Kerajaan Makassar

Sulawesi selatan yaitu salah satu provinsi di Indonesia yang mempunyai catatan sejarah tentang kerajaan Islam kuno, cerita tentang keberanian rakyat Makassar atau suku Bugis, atau tentang sosok Sultan Hasanuddin yang begitu disegani oleh Belanda, sehingga tidak salah kalau Belanda memberikan julukan De Haantjes van Het Oosten atau Si Ayam Jantan dari Timur. Lahirnya kehidupan besar di Sulawesi Selatan tidak lepas dari geograis daerah Sulawesi Selatan itu sendiri yang mempunyai posisi yang sangat strategis, sebab letaknya yang berada di jalur pelayaran perdagangan Nusantara, sebuah posisi antara perjalanan dari Jawa buat menuju ke Maluku ataupun Manila, sebuah tempat transit yang berada antara sumber dagang serta tempat Bandar-bandar besar di Jawa, Makassar pun menjadi pusat persinggahan para pedagang baik yang berasal dari Indonesia bagian Timur maupun yang berasal dari Indonesia bagian Barat. Dengan posisi strategis tersebut maka kerajaan Makassar cepat berkembang menjadi kerajaan besar serta berkuasa atas jalur perdagangan Nusantara.

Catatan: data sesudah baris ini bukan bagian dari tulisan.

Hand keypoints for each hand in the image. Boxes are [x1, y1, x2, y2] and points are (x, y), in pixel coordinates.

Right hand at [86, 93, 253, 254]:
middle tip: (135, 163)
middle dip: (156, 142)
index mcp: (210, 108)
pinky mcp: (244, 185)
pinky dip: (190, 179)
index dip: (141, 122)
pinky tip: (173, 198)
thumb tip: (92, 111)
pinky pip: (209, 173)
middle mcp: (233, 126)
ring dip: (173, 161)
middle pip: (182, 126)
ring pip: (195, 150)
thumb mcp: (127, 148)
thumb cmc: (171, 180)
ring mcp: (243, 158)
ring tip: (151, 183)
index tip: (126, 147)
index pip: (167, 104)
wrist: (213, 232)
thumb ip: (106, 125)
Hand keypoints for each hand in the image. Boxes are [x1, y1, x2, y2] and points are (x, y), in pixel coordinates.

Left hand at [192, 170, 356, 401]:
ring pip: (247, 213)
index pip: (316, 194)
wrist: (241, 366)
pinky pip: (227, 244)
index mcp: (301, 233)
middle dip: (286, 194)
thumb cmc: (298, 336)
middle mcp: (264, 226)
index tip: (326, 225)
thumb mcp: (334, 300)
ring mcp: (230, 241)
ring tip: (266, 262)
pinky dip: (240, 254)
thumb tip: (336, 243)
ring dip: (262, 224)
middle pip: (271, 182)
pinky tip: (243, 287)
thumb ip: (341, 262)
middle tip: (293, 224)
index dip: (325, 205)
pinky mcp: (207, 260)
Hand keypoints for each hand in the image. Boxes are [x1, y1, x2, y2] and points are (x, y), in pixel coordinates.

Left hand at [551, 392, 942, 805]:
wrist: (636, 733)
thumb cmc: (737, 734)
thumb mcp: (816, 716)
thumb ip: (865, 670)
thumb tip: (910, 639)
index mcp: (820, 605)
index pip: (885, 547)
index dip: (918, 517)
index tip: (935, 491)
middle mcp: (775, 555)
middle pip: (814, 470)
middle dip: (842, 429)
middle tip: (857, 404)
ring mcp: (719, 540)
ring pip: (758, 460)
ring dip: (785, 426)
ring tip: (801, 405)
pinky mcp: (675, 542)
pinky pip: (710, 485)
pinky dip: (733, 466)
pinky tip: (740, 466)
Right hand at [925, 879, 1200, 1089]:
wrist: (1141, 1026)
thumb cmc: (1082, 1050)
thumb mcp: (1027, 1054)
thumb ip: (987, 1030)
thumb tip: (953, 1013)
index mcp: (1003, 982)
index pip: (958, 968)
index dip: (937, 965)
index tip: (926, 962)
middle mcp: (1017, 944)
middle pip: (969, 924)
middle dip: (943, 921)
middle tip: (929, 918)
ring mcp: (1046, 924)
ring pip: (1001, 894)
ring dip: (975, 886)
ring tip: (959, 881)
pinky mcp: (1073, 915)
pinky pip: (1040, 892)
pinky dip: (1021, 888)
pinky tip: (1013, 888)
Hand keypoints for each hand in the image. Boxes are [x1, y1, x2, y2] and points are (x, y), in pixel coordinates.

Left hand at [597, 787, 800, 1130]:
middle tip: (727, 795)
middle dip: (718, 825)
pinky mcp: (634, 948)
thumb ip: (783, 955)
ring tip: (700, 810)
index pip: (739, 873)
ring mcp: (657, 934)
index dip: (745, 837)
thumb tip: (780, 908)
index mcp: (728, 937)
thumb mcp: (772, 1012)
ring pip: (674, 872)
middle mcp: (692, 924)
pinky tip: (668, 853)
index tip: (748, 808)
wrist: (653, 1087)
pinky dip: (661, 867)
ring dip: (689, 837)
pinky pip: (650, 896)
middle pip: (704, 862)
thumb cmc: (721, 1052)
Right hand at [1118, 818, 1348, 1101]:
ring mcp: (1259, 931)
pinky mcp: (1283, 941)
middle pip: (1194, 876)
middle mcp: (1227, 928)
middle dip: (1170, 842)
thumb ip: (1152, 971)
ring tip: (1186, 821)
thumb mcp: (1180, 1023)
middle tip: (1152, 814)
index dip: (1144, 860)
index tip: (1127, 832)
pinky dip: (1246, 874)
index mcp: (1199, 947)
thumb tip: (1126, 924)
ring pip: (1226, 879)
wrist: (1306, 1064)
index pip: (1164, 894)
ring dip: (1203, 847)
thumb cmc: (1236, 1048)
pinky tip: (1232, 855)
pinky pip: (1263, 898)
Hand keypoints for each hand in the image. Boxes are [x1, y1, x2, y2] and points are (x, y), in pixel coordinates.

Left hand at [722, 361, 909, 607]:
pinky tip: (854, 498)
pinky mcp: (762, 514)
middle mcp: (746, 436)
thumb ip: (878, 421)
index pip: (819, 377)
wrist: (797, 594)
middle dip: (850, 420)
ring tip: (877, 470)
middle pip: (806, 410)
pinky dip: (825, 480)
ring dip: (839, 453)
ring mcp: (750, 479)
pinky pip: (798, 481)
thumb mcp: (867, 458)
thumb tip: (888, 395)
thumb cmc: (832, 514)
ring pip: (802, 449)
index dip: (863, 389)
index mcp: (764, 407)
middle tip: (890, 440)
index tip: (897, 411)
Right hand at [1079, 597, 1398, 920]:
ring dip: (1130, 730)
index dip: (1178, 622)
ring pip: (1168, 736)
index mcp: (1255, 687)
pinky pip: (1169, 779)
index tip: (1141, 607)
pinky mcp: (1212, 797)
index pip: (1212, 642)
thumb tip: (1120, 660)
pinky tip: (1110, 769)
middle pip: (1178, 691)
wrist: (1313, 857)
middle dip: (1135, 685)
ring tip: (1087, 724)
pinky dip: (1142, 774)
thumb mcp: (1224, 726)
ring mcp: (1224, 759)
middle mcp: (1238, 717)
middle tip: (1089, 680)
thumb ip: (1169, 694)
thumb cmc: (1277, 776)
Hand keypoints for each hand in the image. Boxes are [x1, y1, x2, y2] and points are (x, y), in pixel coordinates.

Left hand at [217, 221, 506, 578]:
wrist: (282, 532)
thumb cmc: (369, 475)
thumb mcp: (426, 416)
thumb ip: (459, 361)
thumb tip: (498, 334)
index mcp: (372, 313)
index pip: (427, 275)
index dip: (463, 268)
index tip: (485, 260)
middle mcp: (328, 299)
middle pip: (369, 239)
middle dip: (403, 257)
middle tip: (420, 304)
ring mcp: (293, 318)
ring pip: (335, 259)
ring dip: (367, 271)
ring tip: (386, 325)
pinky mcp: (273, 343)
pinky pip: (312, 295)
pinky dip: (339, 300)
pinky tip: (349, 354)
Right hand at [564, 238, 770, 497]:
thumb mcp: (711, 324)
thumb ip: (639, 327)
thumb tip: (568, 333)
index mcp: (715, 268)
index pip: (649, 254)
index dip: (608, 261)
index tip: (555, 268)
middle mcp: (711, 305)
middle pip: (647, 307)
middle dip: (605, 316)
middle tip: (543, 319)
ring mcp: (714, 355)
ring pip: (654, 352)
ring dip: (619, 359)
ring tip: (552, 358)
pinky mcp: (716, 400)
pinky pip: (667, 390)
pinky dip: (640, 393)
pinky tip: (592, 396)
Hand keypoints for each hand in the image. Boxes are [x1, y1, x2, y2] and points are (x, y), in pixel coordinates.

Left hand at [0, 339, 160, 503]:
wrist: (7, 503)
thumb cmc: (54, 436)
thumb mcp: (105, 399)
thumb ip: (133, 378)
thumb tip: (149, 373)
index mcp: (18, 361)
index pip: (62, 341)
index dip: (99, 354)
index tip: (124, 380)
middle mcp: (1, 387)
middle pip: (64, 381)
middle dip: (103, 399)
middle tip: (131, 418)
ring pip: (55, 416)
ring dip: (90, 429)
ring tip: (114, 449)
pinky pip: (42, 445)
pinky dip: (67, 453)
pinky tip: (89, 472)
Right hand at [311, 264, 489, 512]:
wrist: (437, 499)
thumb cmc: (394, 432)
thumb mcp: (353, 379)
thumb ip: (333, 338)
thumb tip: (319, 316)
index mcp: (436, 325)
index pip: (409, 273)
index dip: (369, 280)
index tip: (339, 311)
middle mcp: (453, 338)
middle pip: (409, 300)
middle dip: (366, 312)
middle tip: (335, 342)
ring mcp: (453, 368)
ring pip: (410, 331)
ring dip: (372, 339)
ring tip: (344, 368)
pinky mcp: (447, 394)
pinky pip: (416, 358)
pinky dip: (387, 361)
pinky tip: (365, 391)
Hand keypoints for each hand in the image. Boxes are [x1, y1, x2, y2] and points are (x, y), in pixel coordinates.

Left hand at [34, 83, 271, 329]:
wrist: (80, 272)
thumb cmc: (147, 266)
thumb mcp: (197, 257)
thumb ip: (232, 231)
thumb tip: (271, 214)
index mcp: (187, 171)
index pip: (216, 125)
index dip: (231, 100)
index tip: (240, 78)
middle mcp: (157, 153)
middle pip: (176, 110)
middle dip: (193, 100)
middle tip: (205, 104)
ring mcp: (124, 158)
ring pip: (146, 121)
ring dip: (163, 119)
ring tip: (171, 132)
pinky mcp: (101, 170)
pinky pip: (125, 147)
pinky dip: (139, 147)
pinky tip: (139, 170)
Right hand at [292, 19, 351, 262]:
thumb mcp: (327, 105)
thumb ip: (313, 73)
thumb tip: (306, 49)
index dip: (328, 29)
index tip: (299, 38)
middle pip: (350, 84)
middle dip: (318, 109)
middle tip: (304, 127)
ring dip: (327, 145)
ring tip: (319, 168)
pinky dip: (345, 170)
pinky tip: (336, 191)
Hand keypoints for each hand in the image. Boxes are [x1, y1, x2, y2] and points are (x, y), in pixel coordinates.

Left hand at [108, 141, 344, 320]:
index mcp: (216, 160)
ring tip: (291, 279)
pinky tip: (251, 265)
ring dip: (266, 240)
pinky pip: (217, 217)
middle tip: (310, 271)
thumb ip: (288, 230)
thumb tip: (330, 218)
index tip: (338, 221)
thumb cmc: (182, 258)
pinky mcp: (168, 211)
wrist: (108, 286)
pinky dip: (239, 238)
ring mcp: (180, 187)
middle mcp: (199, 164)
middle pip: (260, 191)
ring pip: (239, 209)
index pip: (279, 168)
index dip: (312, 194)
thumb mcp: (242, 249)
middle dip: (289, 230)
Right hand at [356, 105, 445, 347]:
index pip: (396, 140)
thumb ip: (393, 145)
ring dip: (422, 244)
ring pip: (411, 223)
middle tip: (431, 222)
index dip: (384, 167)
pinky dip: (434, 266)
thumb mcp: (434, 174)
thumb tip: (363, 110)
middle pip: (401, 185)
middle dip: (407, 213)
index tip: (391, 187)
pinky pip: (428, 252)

Di Sulawesi Selatan terdapat salah satu kerajaan Islam terbesar, yaitu kerajaan Makassar, kerajaan yang merupakan ailiasi dari kerajaan Gowa serta Tallo, sebelum bahas lebih jauh tentang kerajaan Makassar maka alangkah lebih baiknya kita membahas kerajaan Gowa serta Tallo yang pada akhirnya nanti bakal menjadi kesatuan serta membentuk kerjaan Makassar. Kesultanan Gowa atau Terkadang ditulis Goa, pada awalnya di daerah Gowa terdapat sembilan komunitas, yang diketahui dengan nama Bate Salapang atau Sembilan Bendera, yang kemudian menjadi pusat kerajaan Gowa: Tombolo, Lakiung, ParangParang, Data, Agangjene, Saumata, Bissei, Sero serta Kalili. Melalui mermacam cara, baik damai maupun paksaan, komunitas lainnya bergabung buat membentuk Kerajaan Gowa. Cerita dari pendahulu di Gowa dimulai oleh Tumanurung selaku pendiri Istana Gowa, tetapi tradisi Makassar lain menyebutkan empat orang yang mendahului datangnya Tumanurung, dua orang kesatu yaitu Batara Guru serta saudaranya.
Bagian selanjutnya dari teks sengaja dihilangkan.